Chaque fois qu’un individu ou qu’un groupe connaît les mots de passe d’un autre groupe de personnes ou de ressources, une attaque « pickpocket » peut se produire.

L’incident le plus médiatisé ces dernières années concerne Edward Snowden (et oui, absolument tout le monde dans le gouvernement et dans l’industrie de la sécurité est fatigué d’entendre son nom).

Snowden a obtenu les identifiants de ses collègues illégalement pour dérober des informations en se servant de mots de passe volés et de terminaux ayant les autorisations nécessaires pour accéder aux données sensibles. Les utilisateurs n’étaient pas conscients du vol, les mots de passe n’étaient jamais modifiés et les informations ont été dérobées petit à petit, pour éviter tout risque d’être détecté.

Ce type de vol de données qui s’inscrit dans la longueur est également arrivé à Yahoo et Starwood, même si les formes d’attaque privilégiée étaient légèrement différentes et non perpétrées en une seule fois.
 
Malheureusement, cela ne suffit pas pour comprendre la menace. Les menaces visant les mots de passe de type pickpocket peuvent être perpétrées de l’intérieur ou de l’extérieur. Elles peuvent se produire aussi bien dans notre vie privée que dans des entreprises, organisations ou administrations.

La menace s’appuie sur le concept d’une entité qui connaîtrait de trop nombreux identifiants et mots de passe de quelqu’un (ou quelque chose) d’autre. Les identifiants s’obtiennent illégalement avec l’intention malveillante de les réutiliser.

Nous voici donc confrontés à un dilemme de sécurité : comment atténuer ce type de menace. Voici quelques stratégies pour atténuer le risque  : 

1 – Ne réutilisez jamais un mot de passe pour deux ressources.

Chaque application et ressource devrait avoir son propre mot de passe unique. N’utilisez jamais les mêmes identifiants au travail et à la maison. En entreprise, envisagez un gestionnaire de mots de passe capable de stocker, de faire tourner automatiquement et d’attribuer des mots de passe aux bonnes personnes en fonction de leur rôle. Ainsi, le pickpocket ne pourra pas accumuler des mots de passe puisque ceux-ci changent constamment et suivent un modèle d’attribution.

2 – Si la solution prend en charge l’authentification MFA ou 2FA, utilisez-la.

Si votre mot de passe a été révélé d’une manière ou d’une autre, la technologie multifactorielle ou bifactorielle peut aider à contrer les tentatives d’authentification non autorisée si un pickpocket s’en empare. De plus, utiliser cette technologie avec des informations contextuelles (comme la source IP) renforcera le modèle de sécurité pour empêcher les accès aux positions géolocalisées non autorisées.
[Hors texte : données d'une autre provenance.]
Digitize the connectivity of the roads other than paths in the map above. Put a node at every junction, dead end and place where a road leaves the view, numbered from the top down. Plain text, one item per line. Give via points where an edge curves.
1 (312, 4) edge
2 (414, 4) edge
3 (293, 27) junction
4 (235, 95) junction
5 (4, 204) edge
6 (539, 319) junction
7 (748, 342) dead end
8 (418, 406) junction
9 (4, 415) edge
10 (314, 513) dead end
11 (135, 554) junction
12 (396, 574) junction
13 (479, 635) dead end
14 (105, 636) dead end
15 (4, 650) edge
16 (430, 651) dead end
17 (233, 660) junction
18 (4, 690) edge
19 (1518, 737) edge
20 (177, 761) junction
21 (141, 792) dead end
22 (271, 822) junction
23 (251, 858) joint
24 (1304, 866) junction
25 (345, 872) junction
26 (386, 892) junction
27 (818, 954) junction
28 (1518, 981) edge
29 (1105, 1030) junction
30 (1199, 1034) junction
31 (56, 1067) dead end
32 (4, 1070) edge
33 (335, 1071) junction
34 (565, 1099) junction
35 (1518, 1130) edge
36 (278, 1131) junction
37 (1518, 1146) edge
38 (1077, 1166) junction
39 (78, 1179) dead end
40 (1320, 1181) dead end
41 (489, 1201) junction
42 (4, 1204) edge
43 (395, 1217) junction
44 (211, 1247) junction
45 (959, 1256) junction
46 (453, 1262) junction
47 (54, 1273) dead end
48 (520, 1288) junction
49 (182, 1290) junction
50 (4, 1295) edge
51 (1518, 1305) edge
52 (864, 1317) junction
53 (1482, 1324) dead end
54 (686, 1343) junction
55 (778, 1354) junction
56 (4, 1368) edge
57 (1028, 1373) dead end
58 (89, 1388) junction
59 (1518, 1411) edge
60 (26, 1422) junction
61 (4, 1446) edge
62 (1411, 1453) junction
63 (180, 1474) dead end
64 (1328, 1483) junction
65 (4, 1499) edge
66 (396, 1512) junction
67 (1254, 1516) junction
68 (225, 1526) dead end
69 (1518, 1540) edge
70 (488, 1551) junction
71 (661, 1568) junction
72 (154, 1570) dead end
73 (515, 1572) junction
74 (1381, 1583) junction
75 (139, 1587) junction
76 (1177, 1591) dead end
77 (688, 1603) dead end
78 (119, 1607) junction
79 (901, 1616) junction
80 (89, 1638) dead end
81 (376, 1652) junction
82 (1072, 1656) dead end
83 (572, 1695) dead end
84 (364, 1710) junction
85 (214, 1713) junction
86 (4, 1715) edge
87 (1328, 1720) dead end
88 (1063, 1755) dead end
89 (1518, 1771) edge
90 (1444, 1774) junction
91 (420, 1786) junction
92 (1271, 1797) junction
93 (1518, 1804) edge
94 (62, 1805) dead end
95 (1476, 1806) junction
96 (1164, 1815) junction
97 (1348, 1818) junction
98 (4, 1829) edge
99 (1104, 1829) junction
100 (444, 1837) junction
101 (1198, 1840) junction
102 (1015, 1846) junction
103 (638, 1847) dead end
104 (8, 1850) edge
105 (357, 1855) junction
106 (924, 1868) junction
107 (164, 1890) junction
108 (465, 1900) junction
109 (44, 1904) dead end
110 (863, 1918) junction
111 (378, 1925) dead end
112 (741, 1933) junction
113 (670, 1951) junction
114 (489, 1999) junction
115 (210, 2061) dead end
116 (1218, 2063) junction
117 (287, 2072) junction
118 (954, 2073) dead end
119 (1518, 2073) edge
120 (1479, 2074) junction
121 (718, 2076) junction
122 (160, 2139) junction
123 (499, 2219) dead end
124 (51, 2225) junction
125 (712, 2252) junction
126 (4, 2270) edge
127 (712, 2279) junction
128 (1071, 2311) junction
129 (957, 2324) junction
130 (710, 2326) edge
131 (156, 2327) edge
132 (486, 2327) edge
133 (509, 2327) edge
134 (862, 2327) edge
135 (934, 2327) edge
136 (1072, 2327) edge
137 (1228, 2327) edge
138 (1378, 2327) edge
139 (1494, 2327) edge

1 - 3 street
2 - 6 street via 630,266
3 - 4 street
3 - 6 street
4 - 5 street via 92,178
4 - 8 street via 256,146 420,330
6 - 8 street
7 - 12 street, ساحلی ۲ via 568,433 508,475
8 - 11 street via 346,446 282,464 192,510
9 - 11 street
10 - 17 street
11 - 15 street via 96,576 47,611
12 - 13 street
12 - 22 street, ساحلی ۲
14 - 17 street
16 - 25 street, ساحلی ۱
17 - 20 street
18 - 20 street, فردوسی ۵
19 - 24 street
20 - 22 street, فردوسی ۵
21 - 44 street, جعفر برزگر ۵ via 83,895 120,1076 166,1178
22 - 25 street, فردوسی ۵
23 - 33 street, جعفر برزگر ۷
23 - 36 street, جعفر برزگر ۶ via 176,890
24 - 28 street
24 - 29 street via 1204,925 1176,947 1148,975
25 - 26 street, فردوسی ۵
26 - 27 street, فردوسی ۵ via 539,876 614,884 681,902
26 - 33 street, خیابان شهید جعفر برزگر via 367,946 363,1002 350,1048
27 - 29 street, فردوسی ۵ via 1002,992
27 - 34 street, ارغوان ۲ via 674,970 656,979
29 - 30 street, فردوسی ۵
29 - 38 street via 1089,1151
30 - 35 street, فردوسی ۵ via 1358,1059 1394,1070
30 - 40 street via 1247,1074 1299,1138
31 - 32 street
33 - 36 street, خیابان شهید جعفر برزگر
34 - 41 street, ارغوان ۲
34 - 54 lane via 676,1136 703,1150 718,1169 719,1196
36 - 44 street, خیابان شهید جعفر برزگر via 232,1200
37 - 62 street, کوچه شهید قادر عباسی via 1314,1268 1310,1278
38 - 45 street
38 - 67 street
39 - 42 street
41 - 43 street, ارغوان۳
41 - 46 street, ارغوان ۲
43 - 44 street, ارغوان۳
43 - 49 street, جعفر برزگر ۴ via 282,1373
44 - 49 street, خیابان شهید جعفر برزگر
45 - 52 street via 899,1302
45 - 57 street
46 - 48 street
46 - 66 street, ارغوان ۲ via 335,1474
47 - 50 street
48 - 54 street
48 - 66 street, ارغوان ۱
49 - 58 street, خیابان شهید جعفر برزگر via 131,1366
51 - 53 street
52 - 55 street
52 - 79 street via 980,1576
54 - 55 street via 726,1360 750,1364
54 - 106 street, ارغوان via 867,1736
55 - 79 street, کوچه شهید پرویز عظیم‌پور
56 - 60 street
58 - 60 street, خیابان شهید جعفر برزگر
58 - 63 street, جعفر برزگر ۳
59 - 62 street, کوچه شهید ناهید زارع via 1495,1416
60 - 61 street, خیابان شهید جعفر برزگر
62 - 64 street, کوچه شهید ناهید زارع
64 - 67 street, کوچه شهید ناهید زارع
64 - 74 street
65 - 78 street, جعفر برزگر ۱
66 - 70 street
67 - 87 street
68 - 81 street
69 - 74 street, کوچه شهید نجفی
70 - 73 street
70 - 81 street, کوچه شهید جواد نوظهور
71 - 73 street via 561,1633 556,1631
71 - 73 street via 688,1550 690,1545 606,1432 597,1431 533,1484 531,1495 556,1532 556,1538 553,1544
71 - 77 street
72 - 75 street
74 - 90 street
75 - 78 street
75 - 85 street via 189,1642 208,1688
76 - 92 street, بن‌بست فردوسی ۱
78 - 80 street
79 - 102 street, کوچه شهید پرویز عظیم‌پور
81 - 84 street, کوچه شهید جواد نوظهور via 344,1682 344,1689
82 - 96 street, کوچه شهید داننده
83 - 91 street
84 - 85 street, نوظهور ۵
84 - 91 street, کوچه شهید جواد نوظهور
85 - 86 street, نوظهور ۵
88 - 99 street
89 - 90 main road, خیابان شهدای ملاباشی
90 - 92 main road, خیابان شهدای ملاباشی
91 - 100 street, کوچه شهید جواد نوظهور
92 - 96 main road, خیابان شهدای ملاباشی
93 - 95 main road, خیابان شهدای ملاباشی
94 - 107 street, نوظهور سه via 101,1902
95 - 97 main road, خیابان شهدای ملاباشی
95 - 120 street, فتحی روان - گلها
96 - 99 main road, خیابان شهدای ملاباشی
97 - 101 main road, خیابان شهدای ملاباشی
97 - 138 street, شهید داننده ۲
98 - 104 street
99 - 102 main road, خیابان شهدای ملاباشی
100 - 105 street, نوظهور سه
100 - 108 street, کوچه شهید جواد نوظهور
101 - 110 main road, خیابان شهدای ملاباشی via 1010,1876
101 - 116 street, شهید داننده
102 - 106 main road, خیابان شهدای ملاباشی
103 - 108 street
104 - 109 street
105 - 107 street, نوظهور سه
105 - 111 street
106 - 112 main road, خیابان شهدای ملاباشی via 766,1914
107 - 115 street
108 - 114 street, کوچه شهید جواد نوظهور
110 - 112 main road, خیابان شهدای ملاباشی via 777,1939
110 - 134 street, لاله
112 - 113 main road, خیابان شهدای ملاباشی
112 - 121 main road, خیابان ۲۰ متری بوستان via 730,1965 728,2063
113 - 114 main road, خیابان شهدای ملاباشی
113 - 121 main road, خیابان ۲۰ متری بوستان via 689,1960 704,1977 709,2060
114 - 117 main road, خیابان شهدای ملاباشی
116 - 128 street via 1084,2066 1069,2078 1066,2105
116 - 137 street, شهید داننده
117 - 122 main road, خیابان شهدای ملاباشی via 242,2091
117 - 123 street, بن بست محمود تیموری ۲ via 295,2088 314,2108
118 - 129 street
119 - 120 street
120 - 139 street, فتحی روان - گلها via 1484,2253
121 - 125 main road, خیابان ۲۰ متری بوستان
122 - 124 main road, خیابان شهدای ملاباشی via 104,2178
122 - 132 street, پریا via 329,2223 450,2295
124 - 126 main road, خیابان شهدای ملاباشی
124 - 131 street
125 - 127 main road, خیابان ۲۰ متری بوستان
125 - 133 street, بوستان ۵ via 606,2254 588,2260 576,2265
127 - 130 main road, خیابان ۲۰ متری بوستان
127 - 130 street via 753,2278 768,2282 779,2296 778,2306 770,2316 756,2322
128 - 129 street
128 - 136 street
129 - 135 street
3 – Ne maintenez pas des mots de passe statiques sur de longues périodes.

Ceci fait écho à la première recommandation. Souvent, même en présence d’un gestionnaire de mots de passe, nous ne forçons pas assez fréquemment la rotation des mots de passe, surtout dans la vie privée. Pensez à changer vos mots de passe aussi fréquemment que vous changez les batteries de votre détecteur de fumée. Pensez-y au moins deux fois par an, au moment du passage de l’heure d’été à l’heure d’hiver, et vice-versa !

Si vous êtes un professionnel de la cybersécurité curieux, vous devez savoir que les derniers conseils de la NIST précisent qu’il n’est pas utile de faire tourner les mots de passe d’un utilisateur fréquemment. C’est vrai pour les utilisateurs standard qui ne partagent ou n’entrent pas des identifiants de façon répétée dans différents systèmes.

Mais ce n’est pas une bonne pratique pour les comptes de service, les comptes privilégiés ou toute autre combinaison identifiant/mot de passe possiblement connue de plusieurs personnes. Ceci nous ramène au point d’origine : pourquoi les mots de passe volés par des pickpockets et le fait de les connaître constitue-t-il une menace.
 
A mesure que les vecteurs d’attaques privilégiées continuent d’évoluer, toutes les entreprises doivent prendre conscience de la menace liée aux pickpockets de mots de passe.
Quiconque, en interne comme en externe, amené à connaître des mots de passe obtenus illégalement, est un pickpocket potentiel.